Begin by cutting the pressed tofu into 1-inch cubes. In a mixing bowl, toss the tofu cubes with cornstarch until they are evenly coated, ensuring a crispy texture when cooked.
In a large non-stick skillet or wok, heat the vegetable oil over medium-high heat until shimmering. This ensures an ideal cooking temperature for the tofu.
Carefully add the cornstarch-coated tofu cubes to the hot oil. Cook them for approximately 8-10 minutes, turning occasionally, until they are golden brown and crispy on all sides. Once done, remove the tofu from the pan and set it aside on a paper towel-lined plate to absorb excess oil.

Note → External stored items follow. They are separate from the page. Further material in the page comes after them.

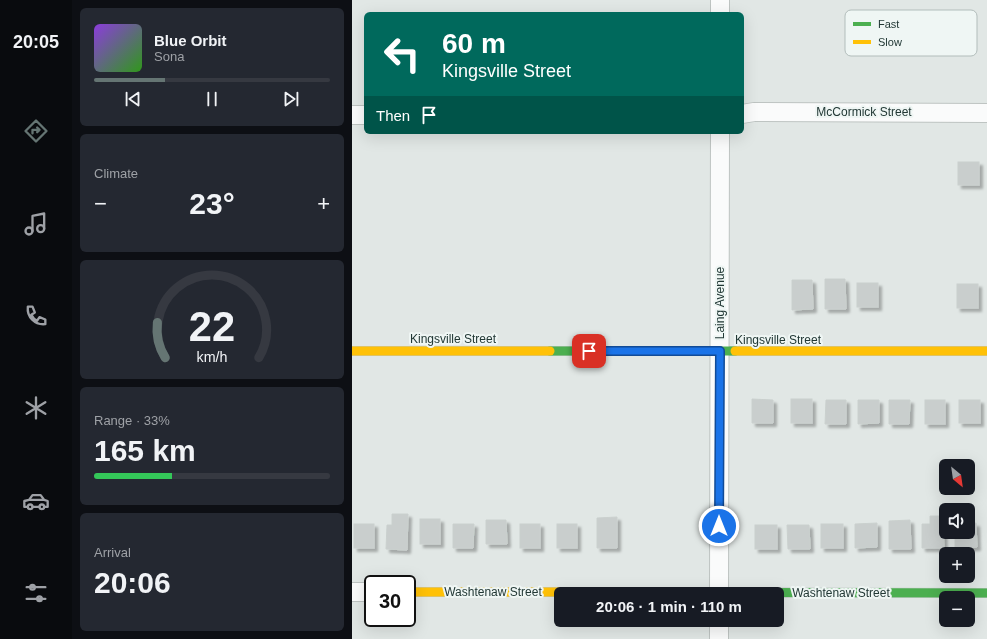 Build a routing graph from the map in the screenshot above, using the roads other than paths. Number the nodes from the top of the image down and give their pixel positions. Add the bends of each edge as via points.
1 (720, 0) edge
2 (720, 12) edge
3 (987, 113) edge
4 (744, 114) edge
5 (352, 115) edge
6 (364, 115) edge
7 (720, 134) edge
8 (720, 351) junction
9 (987, 351) edge
10 (352, 352) edge
11 (719, 587) edge
12 (352, 592) edge
13 (364, 592) edge
14 (416, 592) edge
15 (554, 592) edge
16 (784, 593) edge
17 (987, 593) edge
18 (719, 627) edge
19 (718, 639) edge

1 - 2 street
3 - 4 street, McCormick Street
5 - 6 street
7 - 8 street, Laing Avenue
8 - 9 street, Kingsville Street
8 - 10 street, Kingsville Street
8 - 11 street, Laing Avenue
12 - 13 street
14 - 15 street, Washtenaw Street
16 - 17 street, Washtenaw Street
18 - 19 street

Using the same pan, introduce the sliced red and yellow bell peppers along with the snap peas. Stir-fry these vibrant vegetables for about 3-4 minutes, or until they begin to soften but still retain some crunch.

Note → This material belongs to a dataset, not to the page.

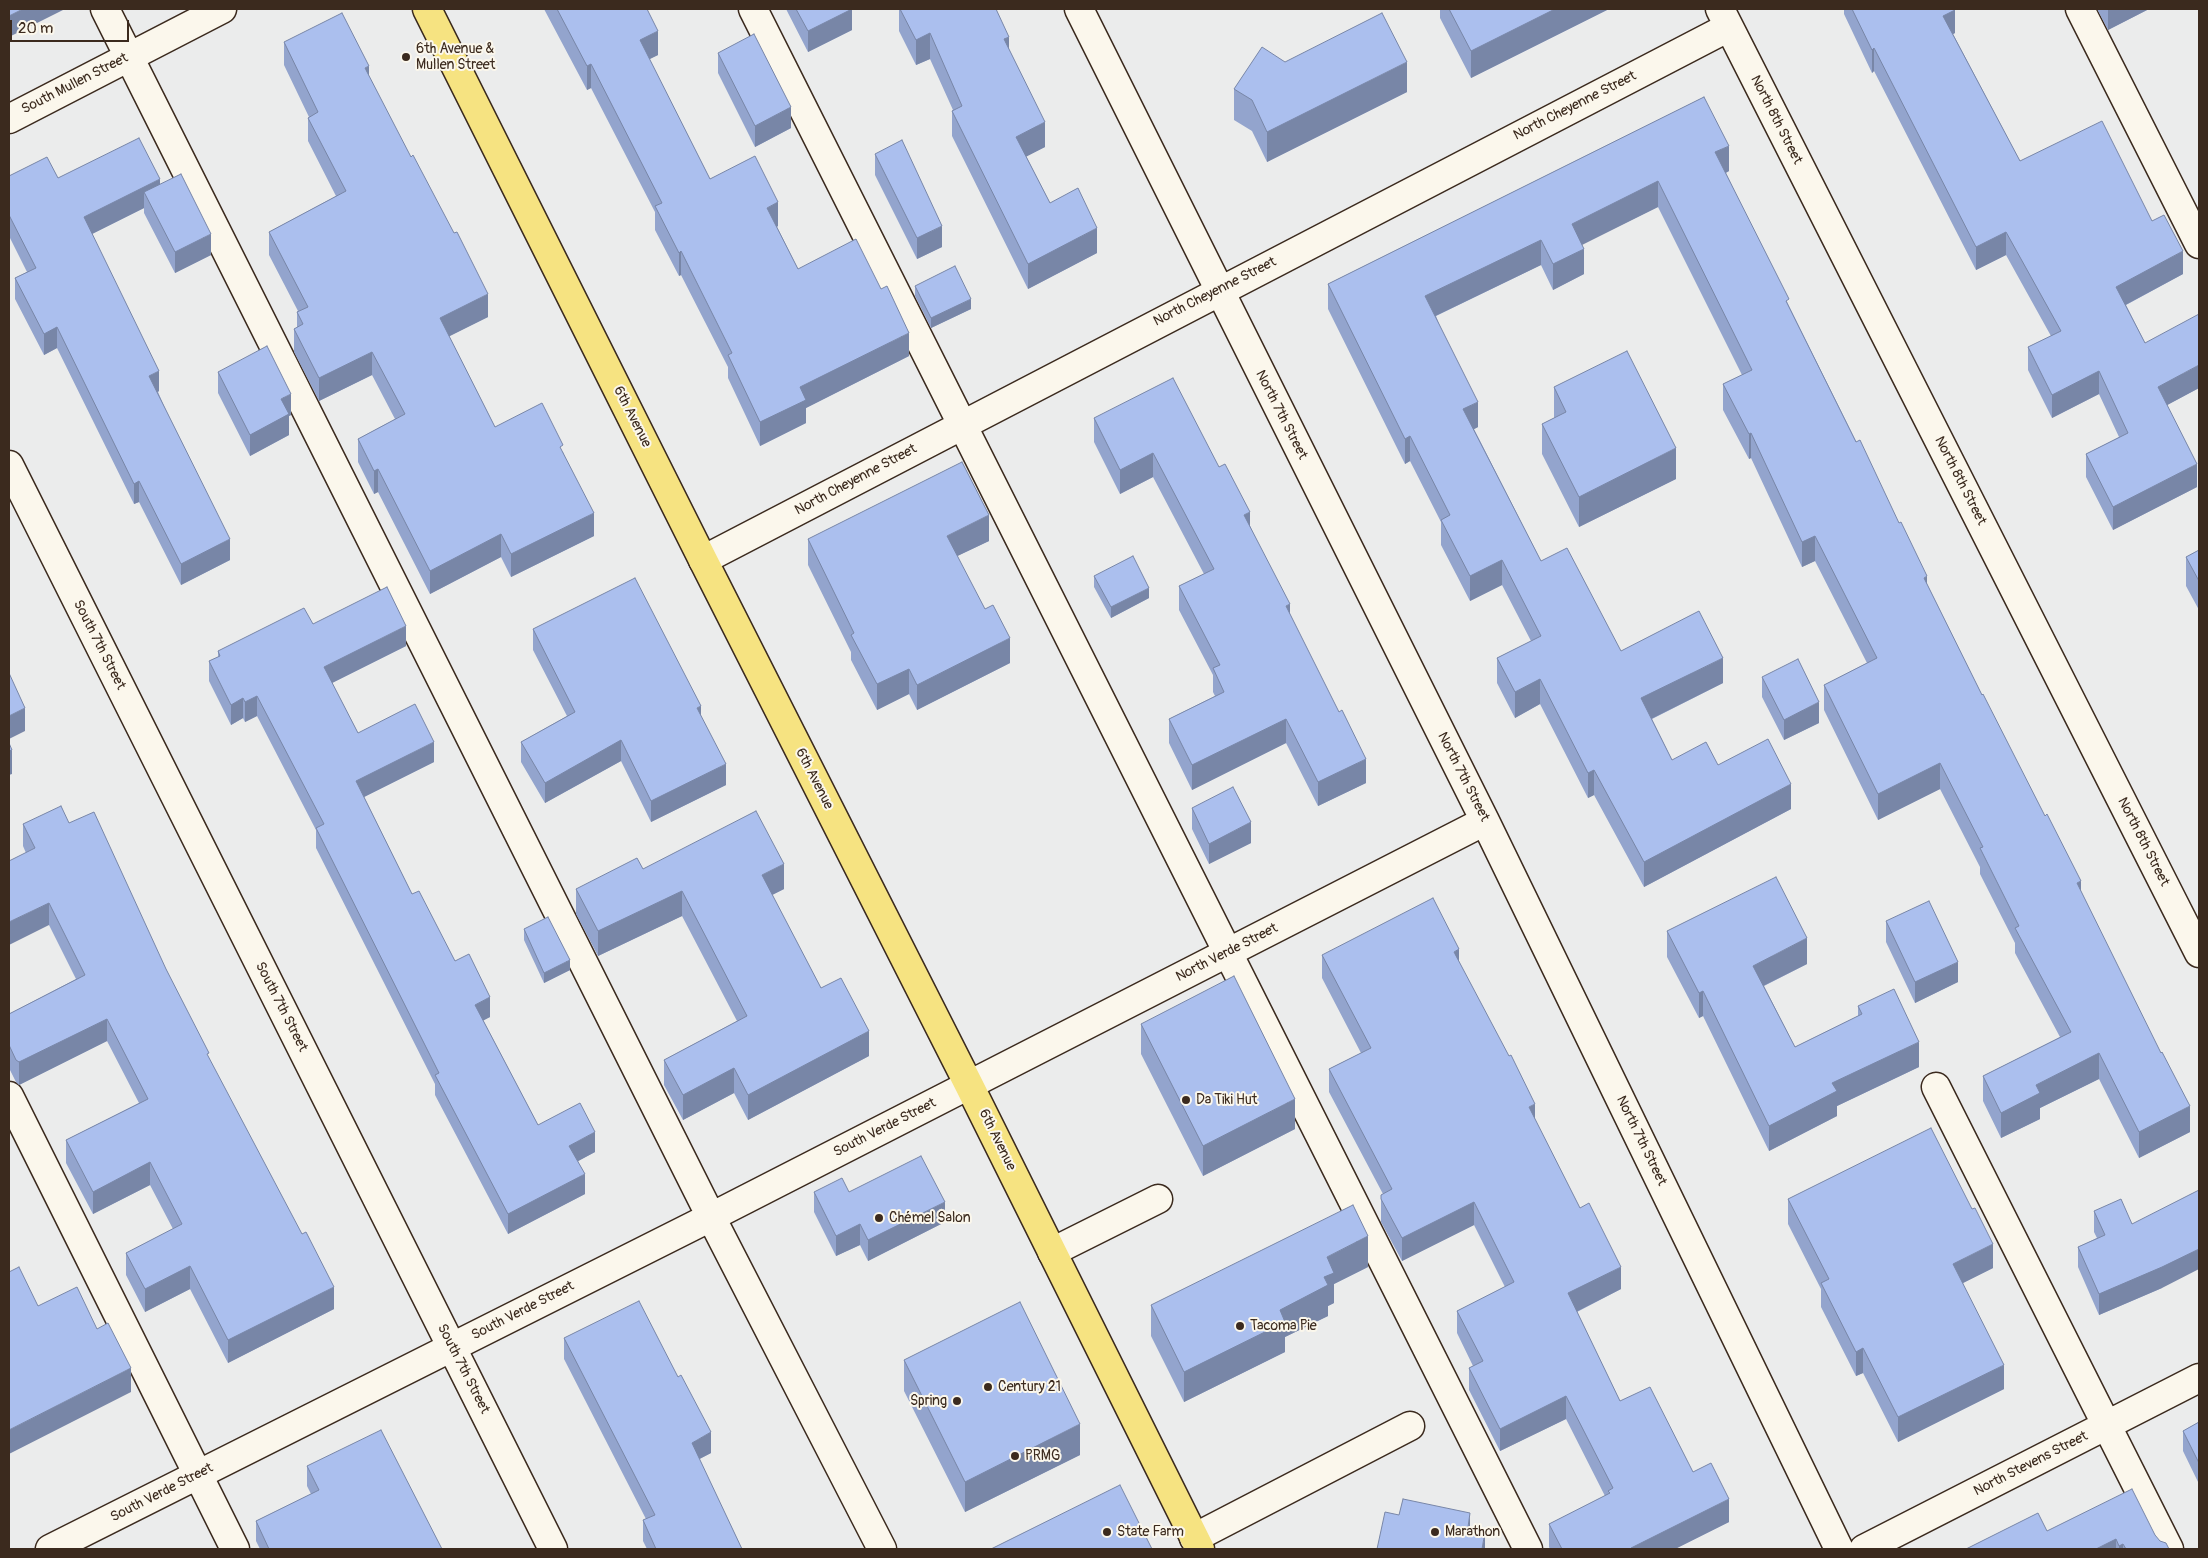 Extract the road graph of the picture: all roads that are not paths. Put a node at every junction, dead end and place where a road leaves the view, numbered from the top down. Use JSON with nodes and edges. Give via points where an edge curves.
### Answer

Add the minced garlic and ginger to the pan, and stir-fry everything together for an additional 1-2 minutes, allowing the aromatic flavors to become fragrant.
Return the crispy tofu back to the pan with the vegetables. Pour in the sweet chili sauce and soy sauce, tossing everything together gently to ensure the tofu and vegetables are well-coated in the delicious sauce.
Drizzle the sesame oil over the stir-fry, and toss for about one more minute, allowing everything to heat through and the flavors to meld beautifully.
Once everything is well combined, remove the pan from heat. Garnish the stir-fry with freshly chopped green onions and a generous sprinkle of toasted sesame seeds for added crunch and flavor.
Notes
Serve with jasmine rice or quinoa for a complete meal.